In a special report fast-tracked because of doubts over the future of Holden, which has since said it will stop building vehicles in Australia in 2017, the commission found high costs, the strong Australian dollar and a small domestic market were conspiring against the local car industry.
The focus is now on Toyota, which has warned that its future in Australia is at risk.
The commission will not deliver a report on possible government assistance to the industry until next month.
Yesterday's preliminary report suggests the commission, a strong opponent of industry handouts, believes even with taxpayers' cash there is little hope for mass car production in Australia.
It found there was fierce competition globally, especially in the small car sector.
In Australia, total production was well short of the 200,000 to 300,000 level that would be needed for car plants to be cost competitive.
And finding overseas markets was difficult, in part because of the strong Australian dollar.

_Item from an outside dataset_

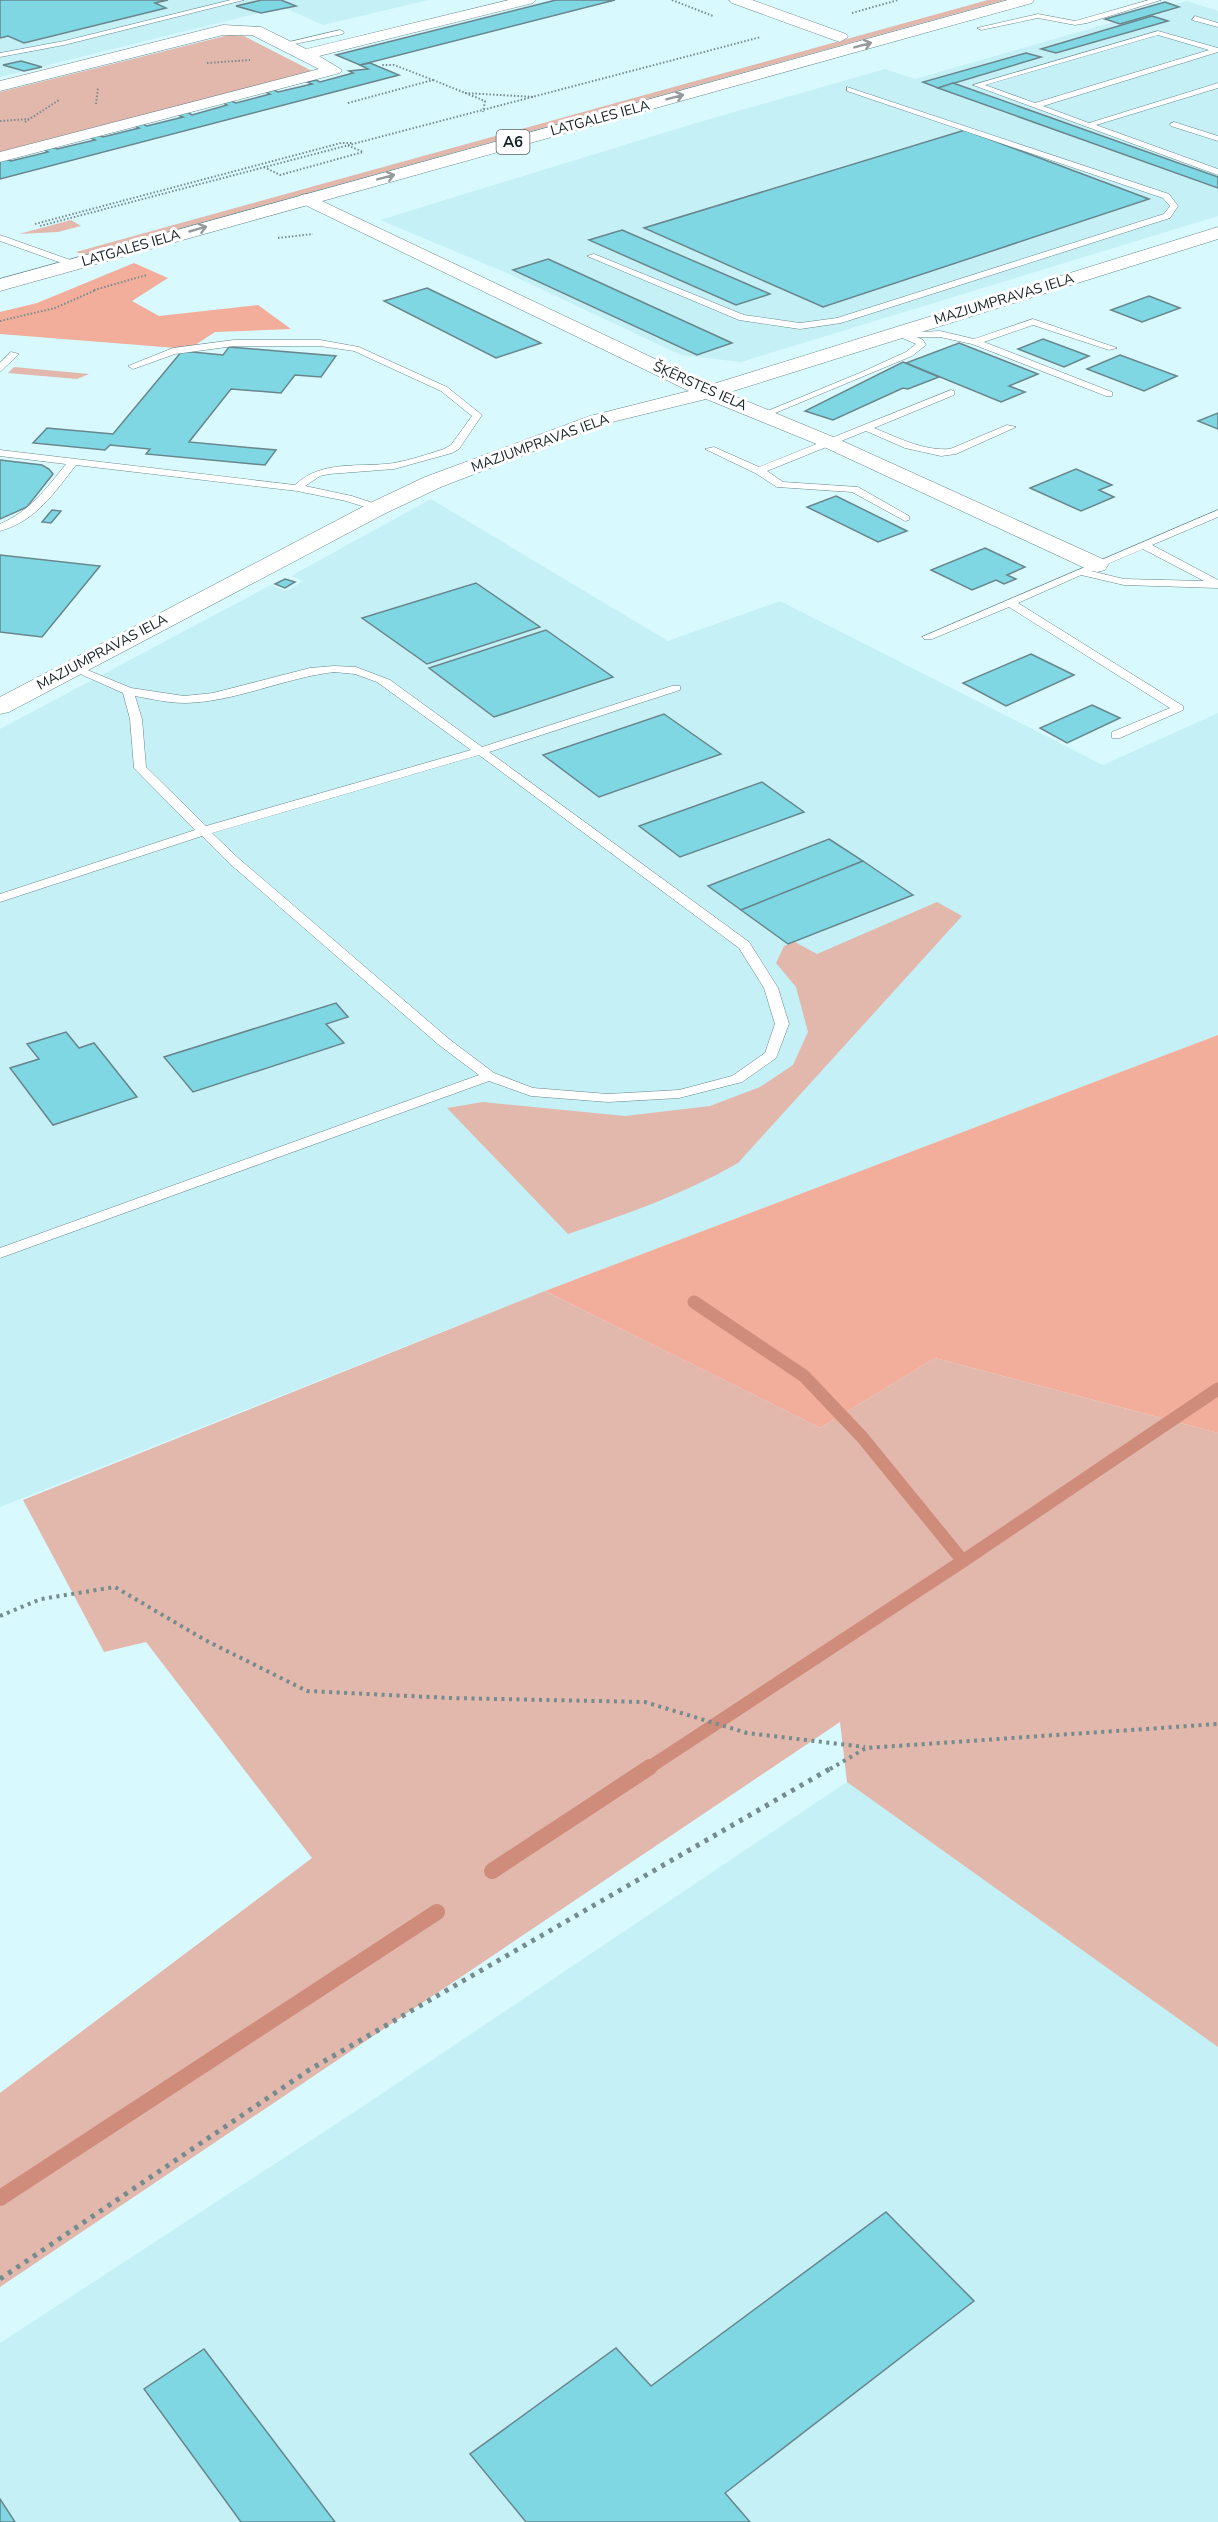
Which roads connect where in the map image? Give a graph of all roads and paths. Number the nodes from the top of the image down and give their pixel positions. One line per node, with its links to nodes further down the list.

"A major challenge for future automotive manufacturing in Australia is to increase the volume of local production but local sales growth is only part of the answer because the domestic market is small, fragmented and highly competitive," presiding commissioner Mike Woods said.
Production was shifting away from advanced, high-cost countries to nations with lower labour costs and growing demand, he said.
Australian car makers were competing against nations such as China, Thailand, Mexico and South Korea.
The report found Australian car buyers were benefiting from a global market where production was ahead of demand.
At least two component companies said the high dollar had driven down the price of competing imported products by up to 30 per cent.
Between 1998 and last year, the average cost of imported cars fell slightly, while locally produced cars increased in price 21 per cent.